## Stored data
╭──

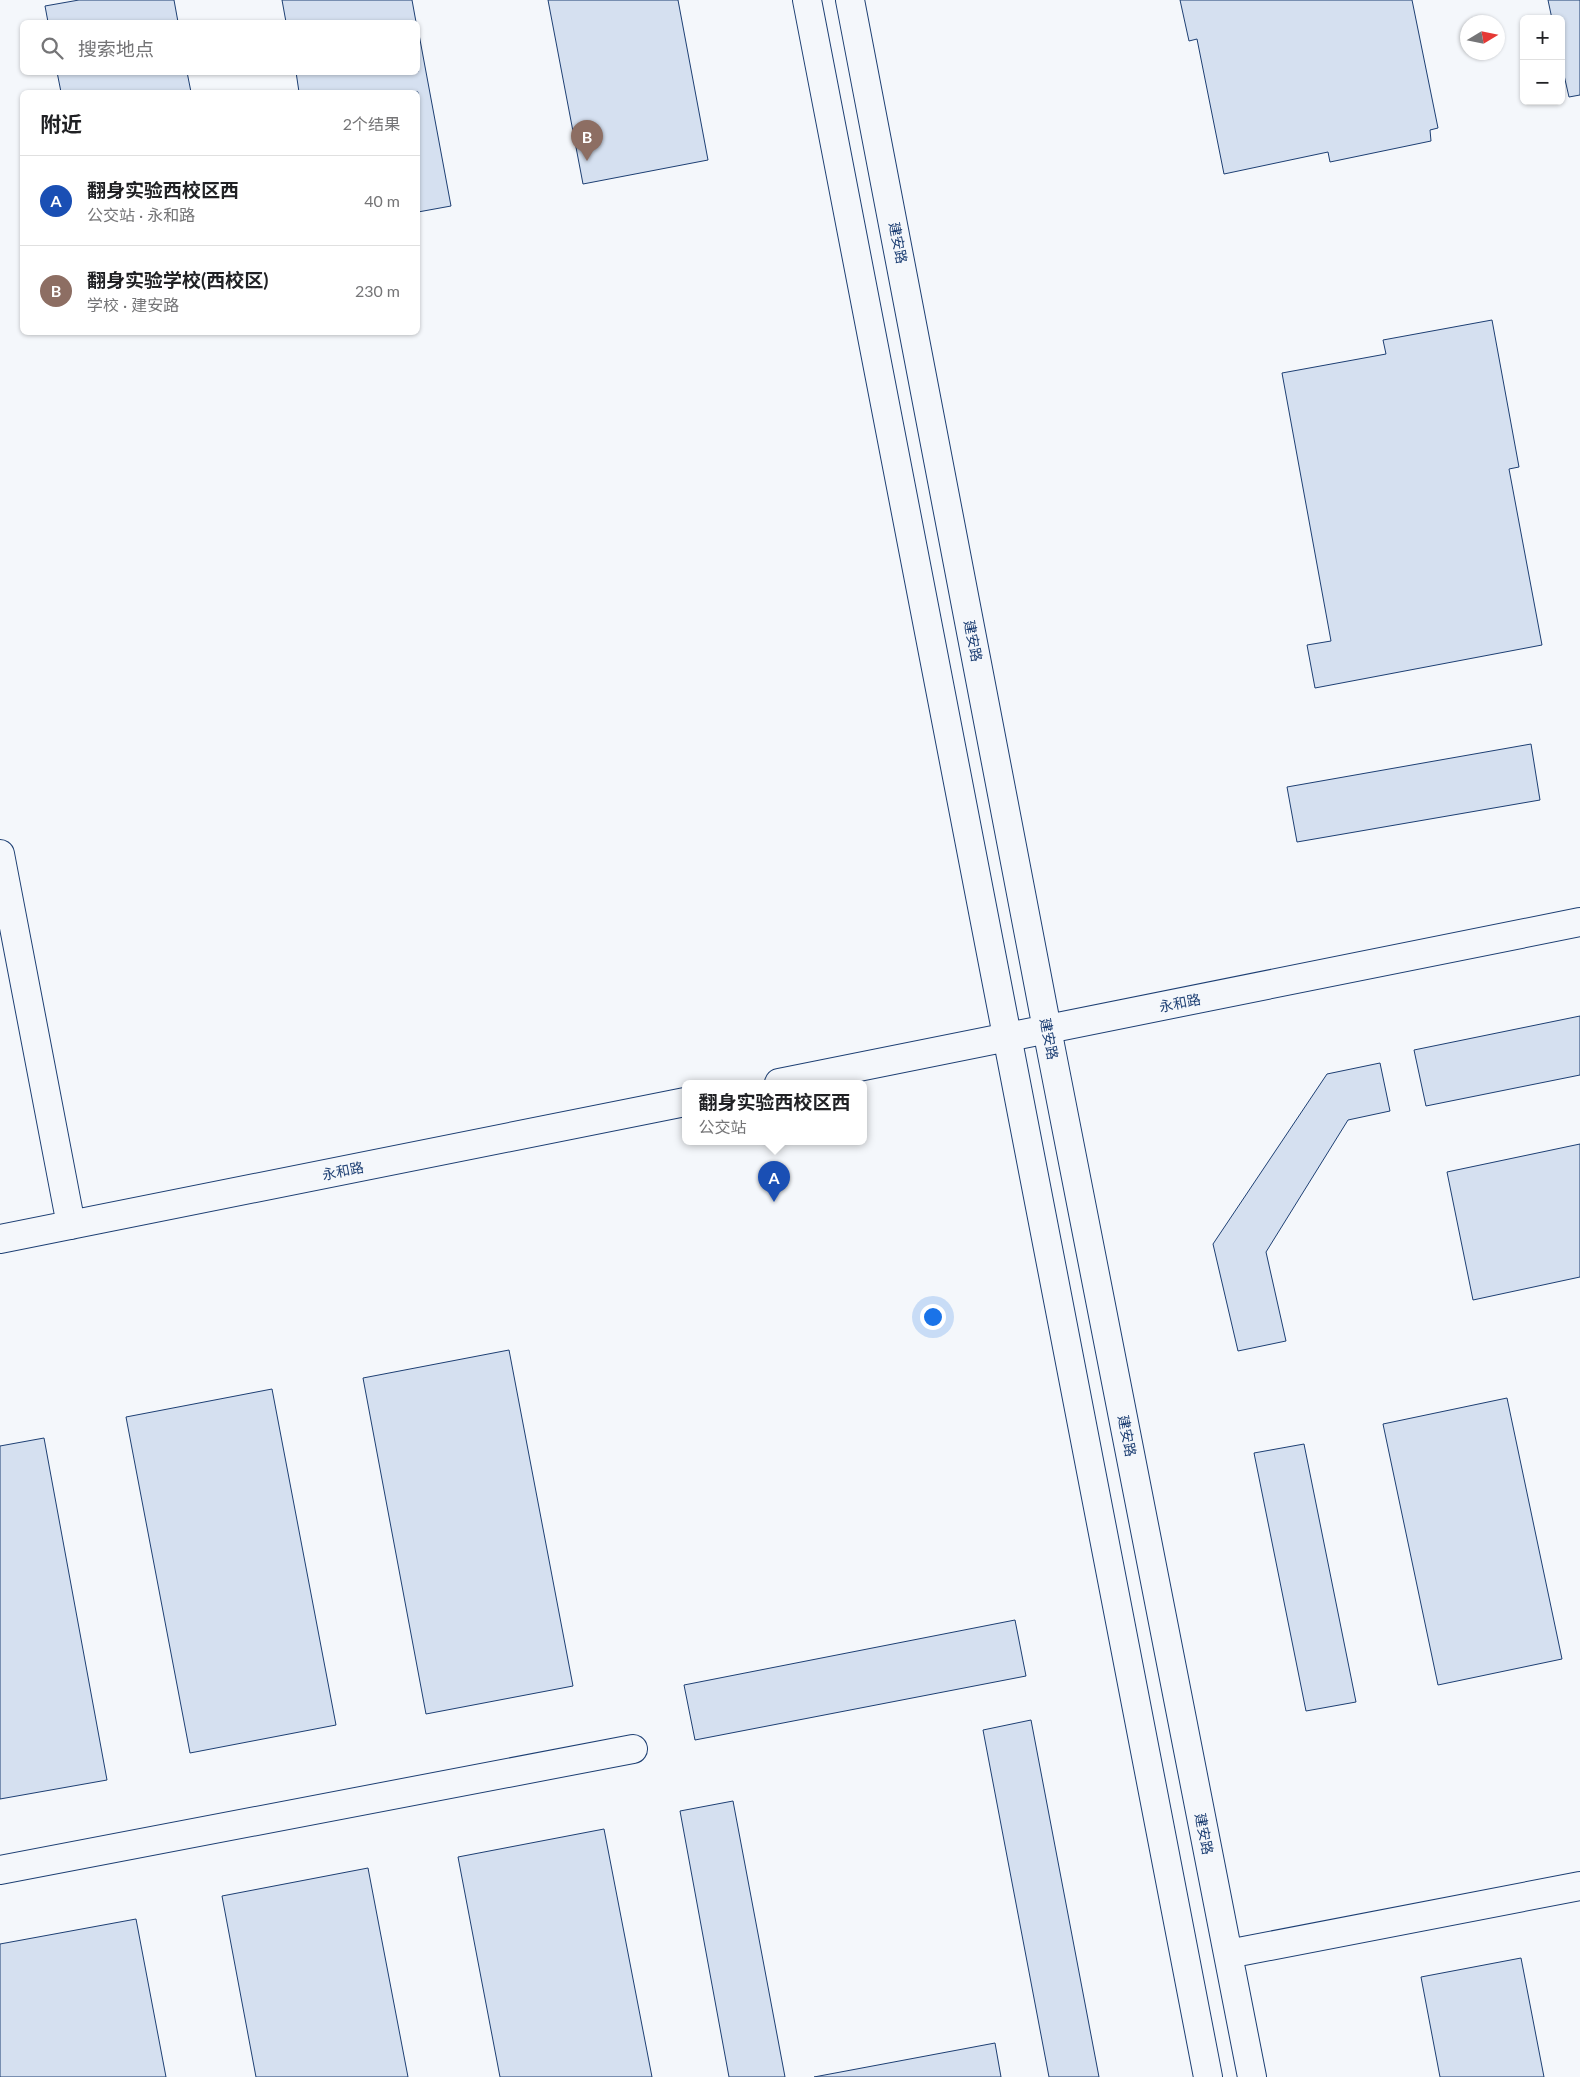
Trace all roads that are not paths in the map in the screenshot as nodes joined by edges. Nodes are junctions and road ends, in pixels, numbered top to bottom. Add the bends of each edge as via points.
1 (807, 0) edge
2 (850, 0) edge
3 (0, 854) edge
4 (1580, 922) edge
5 (1047, 1029) junction
6 (1007, 1038) junction
7 (794, 1080) edge
8 (682, 1103) edge
9 (72, 1225) junction
10 (0, 1239) edge
11 (633, 1749) dead end
12 (0, 1870) edge
13 (1580, 1886) edge
14 (1228, 1954) junction
15 (1208, 2077) edge
16 (1252, 2077) edge

1 - 6 street
2 - 5 street, 建安路
3 - 9 street
4 - 5 street, 永和路
5 - 6 street, 永和路
5 - 14 street, 建安路
6 - 7 street, 永和路
6 - 15 street
8 - 9 street, 永和路
9 - 10 street, 永和路
11 - 12 street
13 - 14 street
14 - 16 street, 建安路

╰──

## Exercise directions
Pictures do not belong in the copy. Please reproduce the entries above exactly otherwise.

## Finished exercise
Trace all roads that are not paths in the map in the screenshot as nodes joined by edges. Nodes are junctions and road ends, in pixels, numbered top to bottom. Add the bends of each edge as via points.
1 (807, 0) edge
2 (850, 0) edge
3 (0, 854) edge
4 (1580, 922) edge
5 (1047, 1029) junction
6 (1007, 1038) junction
7 (794, 1080) edge
8 (682, 1103) edge
9 (72, 1225) junction
10 (0, 1239) edge
11 (633, 1749) dead end
12 (0, 1870) edge
13 (1580, 1886) edge
14 (1228, 1954) junction
15 (1208, 2077) edge
16 (1252, 2077) edge

1 - 6 street
2 - 5 street, 建安路
3 - 9 street
4 - 5 street, 永和路
5 - 6 street, 永和路
5 - 14 street, 建安路
6 - 7 street, 永和路
6 - 15 street
8 - 9 street, 永和路
9 - 10 street, 永和路
11 - 12 street
13 - 14 street
14 - 16 street, 建安路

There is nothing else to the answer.